EXERCISE: Your task is to set down the line containing "middle pip: (431, 246)" and every later line of the entries, word for word, including the last.

SOURCE INFORMATION:
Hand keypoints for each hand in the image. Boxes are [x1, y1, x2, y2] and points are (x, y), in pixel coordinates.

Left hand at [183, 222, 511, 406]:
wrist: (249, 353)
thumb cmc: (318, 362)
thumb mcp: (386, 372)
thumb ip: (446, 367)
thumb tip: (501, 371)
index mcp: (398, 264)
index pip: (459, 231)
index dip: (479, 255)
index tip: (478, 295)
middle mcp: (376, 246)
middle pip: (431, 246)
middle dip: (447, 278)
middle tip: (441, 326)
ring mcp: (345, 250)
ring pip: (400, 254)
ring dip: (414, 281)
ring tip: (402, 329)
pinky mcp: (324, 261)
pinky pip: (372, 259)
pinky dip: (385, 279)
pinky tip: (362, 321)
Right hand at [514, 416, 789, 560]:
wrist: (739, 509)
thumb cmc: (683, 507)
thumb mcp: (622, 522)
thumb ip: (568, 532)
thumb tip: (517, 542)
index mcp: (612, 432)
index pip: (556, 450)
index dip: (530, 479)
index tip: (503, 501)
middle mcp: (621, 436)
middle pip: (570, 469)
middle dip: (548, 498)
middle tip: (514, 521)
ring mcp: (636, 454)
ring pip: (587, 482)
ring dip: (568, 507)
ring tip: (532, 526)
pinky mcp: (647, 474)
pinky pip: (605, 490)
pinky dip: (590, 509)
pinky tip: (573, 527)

ANSWER BOX:
middle pip: (431, 246)
middle dip: (447, 278)
middle tip: (441, 326)
ring mcp: (345, 250)
ring pip: (400, 254)
ring dip: (414, 281)
ring tip: (402, 329)
pinky mcp: (324, 261)
pinky pip: (372, 259)
pinky dip: (385, 279)
pinky tip: (362, 321)
Right hand at [514, 416, 789, 560]:
wrist: (739, 509)
thumb cmc: (683, 507)
thumb mcp: (622, 522)
thumb ip: (568, 532)
thumb tip: (517, 542)
index mcp: (612, 432)
index pip: (556, 450)
index dip: (530, 479)
index tip: (503, 501)
middle mcp: (621, 436)
middle pip: (570, 469)
middle dip: (548, 498)
middle tip: (514, 521)
ring mcp: (636, 454)
ring pip: (587, 482)
ring dip: (568, 507)
ring tip: (532, 526)
pinky mcp: (647, 474)
pinky pip: (605, 490)
pinky dip: (590, 509)
pinky tip: (573, 527)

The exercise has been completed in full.